= Directions for this task =
Go through the material below and count the lines in which the word "roads" occurs; the only output is the number.

= Material for the task =
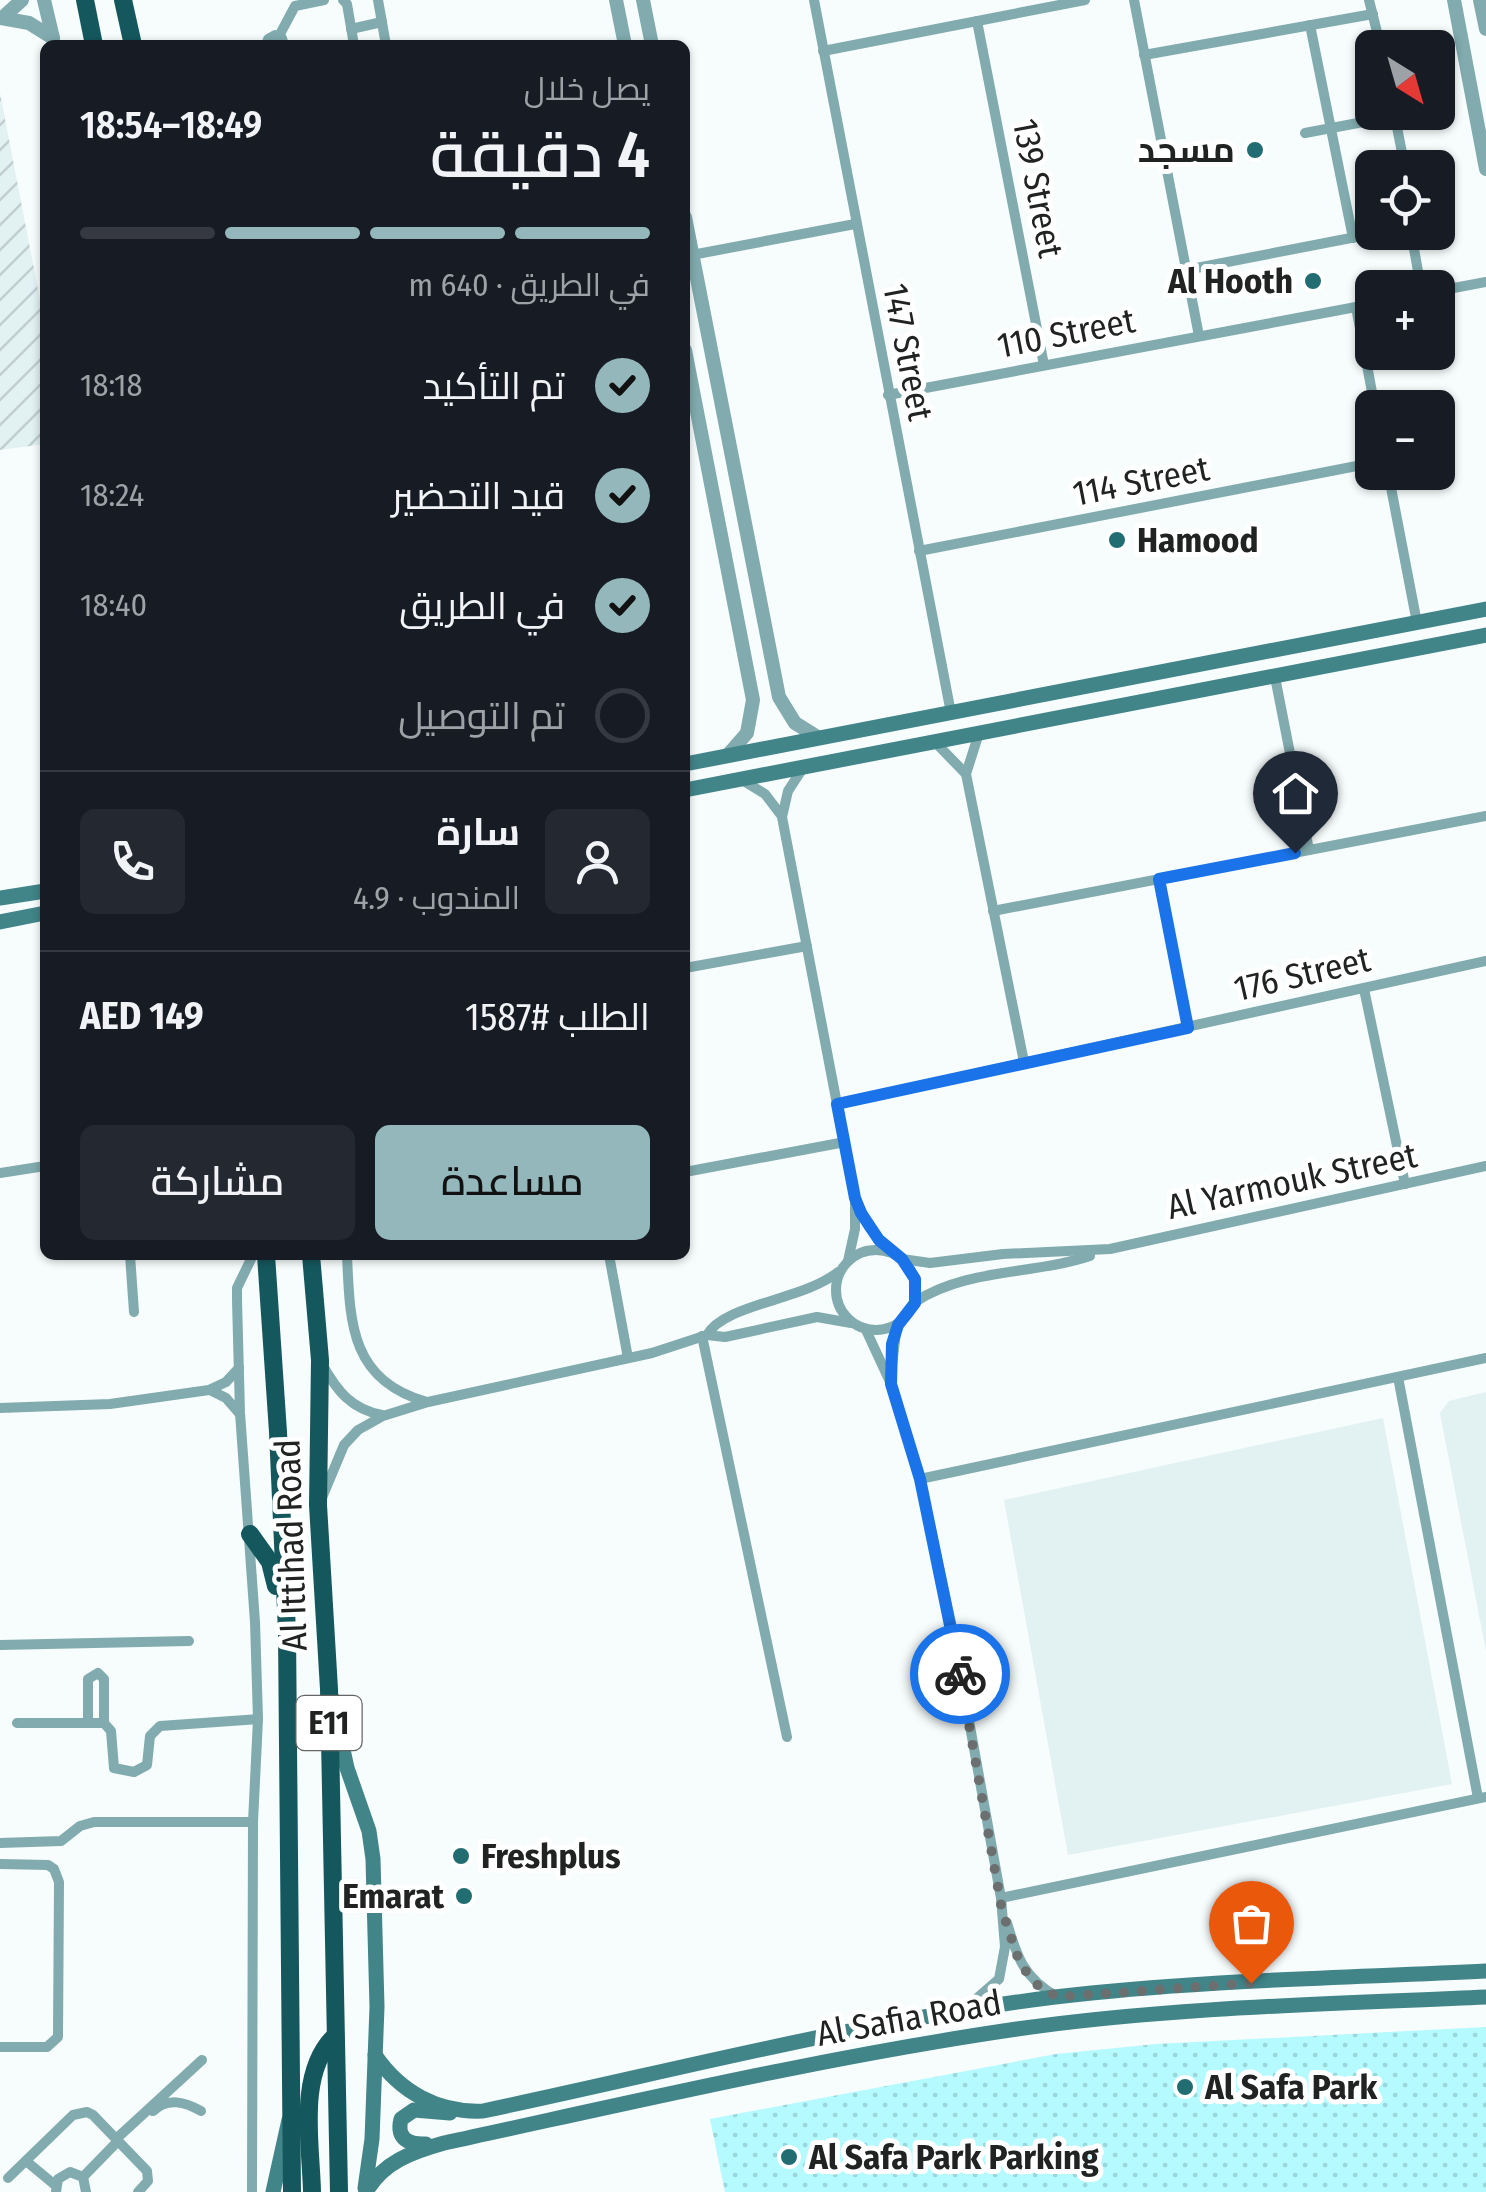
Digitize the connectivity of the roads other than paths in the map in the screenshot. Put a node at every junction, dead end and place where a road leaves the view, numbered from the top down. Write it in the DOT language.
graph roads {
  1 [pos="22,0"];
  2 [pos="44,0"];
  3 [pos="85,0"];
  4 [pos="123,0"];
  5 [pos="324,0"];
  6 [pos="343,0"];
  7 [pos="378,0"];
  8 [pos="616,0"];
  9 [pos="643,0"];
  10 [pos="814,0"];
  11 [pos="1085,0"];
  12 [pos="1134,0"];
  13 [pos="1369,0"];
  14 [pos="1454,0"];
  15 [pos="1480,0"];
  16 [pos="1373,14"];
  17 [pos="1,18"];
  18 [pos="977,21"];
  19 [pos="382,22"];
  20 [pos="1310,24"];
  21 [pos="351,29"];
  22 [pos="1486,29"];
  23 [pos="1377,30"];
  24 [pos="52,40"];
  25 [pos="53,40"];
  26 [pos="93,40"];
  27 [pos="132,40"];
  28 [pos="282,40"];
  29 [pos="353,40"];
  30 [pos="385,40"];
  31 [pos="624,40"];
  32 [pos="651,40"];
  33 [pos="823,50"];
  34 [pos="1144,55"];
  35 [pos="1468,73"];
  36 [pos="1486,74"];
  37 [pos="1481,111"];
  38 [pos="1355,123"];
  39 [pos="1331,128"];
  40 [pos="1305,133"];
  41 [pos="1486,169"];
  42 [pos="855,224"];
  43 [pos="1353,238"];
  44 [pos="690,244"];
  45 [pos="692,255"];
  46 [pos="1186,270"];
  47 [pos="1486,282"];
  48 [pos="1455,288"];
  49 [pos="1355,307"];
  50 [pos="1199,336"];
  51 [pos="1044,365"];
  52 [pos="690,376"];
  53 [pos="888,394"];
  54 [pos="1355,466"];
  55 [pos="1391,490"];
  56 [pos="918,551"];
  57 [pos="1486,610"];
  58 [pos="1417,623"];
  59 [pos="1376,631"];
  60 [pos="1486,636"];
  61 [pos="1380,656"];
  62 [pos="772,667"];
  63 [pos="747,670"];
  64 [pos="1275,677"];
  65 [pos="976,708"];
  66 [pos="951,713"];
  67 [pos="980,733"];
  68 [pos="819,738"];
  69 [pos="934,742"];
  70 [pos="727,756"];
  71 [pos="690,763"];
  72 [pos="804,768"];
  73 [pos="966,774"];
  74 [pos="741,780"];
  75 [pos="690,789"];
  76 [pos="1486,816"];
  77 [pos="782,817"];
  78 [pos="1308,850"];
  79 [pos="1159,879"];
  80 [pos="40,891"];
  81 [pos="0,898"];
  82 [pos="994,910"];
  83 [pos="40,913"];
  84 [pos="0,922"];
  85 [pos="807,946"];
  86 [pos="1486,961"];
  87 [pos="690,967"];
  88 [pos="1364,989"];
  89 [pos="1188,1028"];
  90 [pos="1024,1062"];
  91 [pos="837,1104"];
  92 [pos="844,1142"];
  93 [pos="1486,1166"];
  94 [pos="40,1167"];
  95 [pos="690,1171"];
  96 [pos="0,1172"];
  97 [pos="1405,1184"];
  98 [pos="855,1198"];
  99 [pos="1110,1249"];
  100 [pos="890,1252"];
  101 [pos="902,1259"];
  102 [pos="130,1260"];
  103 [pos="251,1260"];
  104 [pos="266,1260"];
  105 [pos="310,1260"];
  106 [pos="347,1260"];
  107 [pos="609,1260"];
  108 [pos="844,1266"];
  109 [pos="915,1303"];
  110 [pos="134,1312"];
  111 [pos="851,1323"];
  112 [pos="898,1325"];
  113 [pos="866,1330"];
  114 [pos="704,1335"];
  115 [pos="628,1358"];
  116 [pos="1486,1358"];
  117 [pos="320,1360"];
  118 [pos="239,1368"];
  119 [pos="1398,1377"];
  120 [pos="891,1384"];
  121 [pos="209,1390"];
  122 [pos="428,1402"];
  123 [pos="0,1408"];
  124 [pos="240,1413"];
  125 [pos="383,1416"];
  126 [pos="920,1479"];
  127 [pos="318,1505"];
  128 [pos="250,1534"];
  129 [pos="287,1632"];
  130 [pos="189,1642"];
  131 [pos="0,1645"];
  132 [pos="329,1689"];
  133 [pos="258,1719"];
  134 [pos="88,1722"];
  135 [pos="17,1723"];
  136 [pos="104,1723"];
  137 [pos="787,1737"];
  138 [pos="1482,1797"];
  139 [pos="252,1822"];
  140 [pos="0,1844"];
  141 [pos="0,1864"];
  142 [pos="1001,1904"];
  143 [pos="1486,1971"];
  144 [pos="1486,1996"];
  145 [pos="1057,1997"];
  146 [pos="958,2012"];
  147 [pos="334,2037"];
  148 [pos="0,2048"];
  149 [pos="375,2055"];
  150 [pos="202,2060"];
  151 [pos="163,2099"];
  152 [pos="202,2111"];
  153 [pos="464,2112"];
  154 [pos="290,2116"];
  155 [pos="118,2141"];
  156 [pos="444,2142"];
  157 [pos="26,2161"];
  158 [pos="8,2178"];
  159 [pos="83,2178"];
  160 [pos="56,2189"];
  161 [pos="86,2192"];
  162 [pos="138,2192"];
  163 [pos="252,2192"];
  164 [pos="273,2192"];
  165 [pos="292,2192"];
  166 [pos="312,2192"];
  167 [pos="340,2192"];
  168 [pos="365,2192"];
  1 -- 17 [label="street"];
  2 -- 25 [label="street"];
  3 -- 26 [label="highway"];
  4 -- 27 [label="highway"];
  5 -- 28 [label="street"];
  6 -- 21 [label="street"];
  7 -- 19 [label="street"];
  8 -- 31 [label="street"];
  9 -- 32 [label="street"];
  10 -- 33 [label="street, 147 Street"];
  11 -- 18 [label="street"];
  12 -- 34 [label="street"];
  13 -- 16 [label="street"];
  14 -- 35 [label="street"];
  15 -- 22 [label="street"];
  16 -- 20 [label="street"];
  16 -- 23 [label="street"];
  17 -- 24 [label="street"];
  18 -- 33 [label="street"];
  18 -- 51 [label="street, 139 Street"];
  19 -- 21 [label="street"];
  19 -- 30 [label="street"];
  20 -- 34 [label="street"];
  20 -- 39 [label="street"];
  21 -- 29 [label="street"];
  33 -- 42 [label="street, 147 Street"];
  34 -- 46 [label="street"];
  35 -- 36 [label="street"];
  35 -- 37 [label="street"];
  37 -- 41 [label="street"];
  38 -- 39 [label="street"];
  39 -- 40 [label="street"];
  39 -- 43 [label="street"];
  42 -- 45 [label="street"];
  42 -- 53 [label="street, 147 Street"];
  43 -- 46 [label="street"];
  44 -- 45 [label="street"];
  45 -- 62 [label="street"];
  46 -- 50 [label="street"];
  47 -- 48 [label="street"];
  49 -- 50 [label="street, 110 Street"];
  50 -- 51 [label="street, 110 Street"];
  51 -- 53 [label="street, 110 Street"];
  52 -- 63 [label="street"];
  53 -- 56 [label="street, 147 Street"];
  54 -- 56 [label="street, 114 Street"];
  55 -- 58 [label="street"];
  56 -- 66 [label="street, 147 Street"];
  57 -- 58 [label="main road"];
  58 -- 59 [label="main road"];
  59 -- 61 [label="main road"];
  59 -- 65 [label="main road"];
  60 -- 61 [label="main road"];
  61 -- 64 [label="main road"];
  62 -- 63 [label="street"];
  62 -- 68 [label="street"];
  63 -- 70 [label="street"];
  64 -- 67 [label="main road"];
  64 -- 78 [label="street"];
  65 -- 66 [label="main road"];
  65 -- 67 [label="main road"];
  66 -- 68 [label="main road"];
  67 -- 69 [label="main road"];
  67 -- 73 [label="street"];
  68 -- 70 [label="main road"];
  69 -- 72 [label="main road"];
  69 -- 73 [label="street"];
  70 -- 71 [label="main road"];
  72 -- 74 [label="main road"];
  72 -- 77 [label="street"];
  73 -- 82 [label="street"];
  74 -- 75 [label="main road"];
  74 -- 77 [label="street"];
  76 -- 78 [label="street"];
  77 -- 85 [label="street"];
  78 -- 79 [label="street"];
  79 -- 82 [label="street"];
  79 -- 89 [label="street"];
  80 -- 81 [label="main road"];
  82 -- 90 [label="street"];
  83 -- 84 [label="main road"];
  85 -- 87 [label="street"];
  85 -- 91 [label="street"];
  86 -- 88 [label="street, 176 Street"];
  88 -- 89 [label="street, 176 Street"];
  88 -- 97 [label="street"];
  89 -- 90 [label="street, 176 Street"];
  90 -- 91 [label="street, 176 Street"];
  91 -- 92 [label="street"];
  92 -- 95 [label="street"];
  92 -- 98 [label="street"];
  93 -- 97 [label="street, Al Yarmouk Street"];
  94 -- 96 [label="street"];
  97 -- 99 [label="street, Al Yarmouk Street"];
  98 -- 100 [label="street"];
  98 -- 108 [label="street"];
  99 -- 101 [label="street, Al Yarmouk Street"];
  99 -- 109 [label="street, Al Yarmouk Street"];
  100 -- 101 [label="street"];
  100 -- 108 [label="street"];
  101 -- 109 [label="street"];
  102 -- 110 [label="street"];
  103 -- 118 [label="street"];
  104 -- 129 [label="highway, Al Ittihad Road / E11"];
  105 -- 117 [label="highway, Al Ittihad Road / E11"];
  106 -- 122 [label="street"];
  107 -- 115 [label="street"];
  108 -- 111 [label="street"];
  108 -- 114 [label="street"];
  109 -- 112 [label="street"];
  111 -- 113 [label="street"];
  111 -- 114 [label="street"];
  112 -- 113 [label="street"];
  112 -- 120 [label="street"];
  113 -- 120 [label="street"];
  114 -- 115 [label="street"];
  114 -- 137 [label="street"];
  115 -- 122 [label="street"];
  116 -- 119 [label="street"];
  117 -- 125 [label="street"];
  117 -- 127 [label="highway, Al Ittihad Road / E11"];
  118 -- 121 [label="street"];
  118 -- 124 [label="street"];
  119 -- 126 [label="street"];
  119 -- 138 [label="street"];
  120 -- 126 [label="street"];
  121 -- 123 [label="street"];
  121 -- 124 [label="street"];
  122 -- 125 [label="street"];
  124 -- 128 [label="street"];
  125 -- 127 [label="street"];
  126 -- 142 [label="street"];
  127 -- 132 [label="highway, Al Ittihad Road / E11"];
  128 -- 129 [label="highway"];
  128 -- 133 [label="street"];
  129 -- 154 [label="highway, Al Ittihad Road / E11"];
  130 -- 131 [label="street"];
  132 -- 147 [label="highway, Al Ittihad Road / E11"];
  132 -- 149 [label="main road"];
  133 -- 136 [label="street"];
  133 -- 139 [label="street"];
  134 -- 135 [label="street"];
  134 -- 136 [label="street"];
  134 -- 136 [label="street"];
  138 -- 142 [label="street"];
  139 -- 140 [label="street"];
  139 -- 163 [label="street"];
  141 -- 148 [label="street"];
  142 -- 145 [label="street"];
  142 -- 146 [label="street"];
  143 -- 145 [label="main road, Al Safia Road"];
  144 -- 156 [label="main road, Al Safia Road"];
  145 -- 146 [label="main road, Al Safia Road"];
  146 -- 153 [label="main road, Al Safia Road"];
  147 -- 166 [label="highway"];
  147 -- 167 [label="highway, Al Ittihad Road / E11"];
  149 -- 153 [label="main road, Al Safia Road"];
  149 -- 168 [label="main road"];
  150 -- 151 [label="street"];
  151 -- 152 [label="street"];
  151 -- 155 [label="street"];
  153 -- 156 [label="main road"];
  154 -- 164 [label="main road"];
  154 -- 165 [label="highway, Al Ittihad Road / E11"];
  155 -- 157 [label="street"];
  155 -- 159 [label="street"];
  155 -- 162 [label="street"];
  156 -- 168 [label="main road, Al Safia Road"];
  157 -- 158 [label="street"];
  157 -- 160 [label="street"];
  159 -- 160 [label="street"];
  159 -- 161 [label="street"];
}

= Result =
2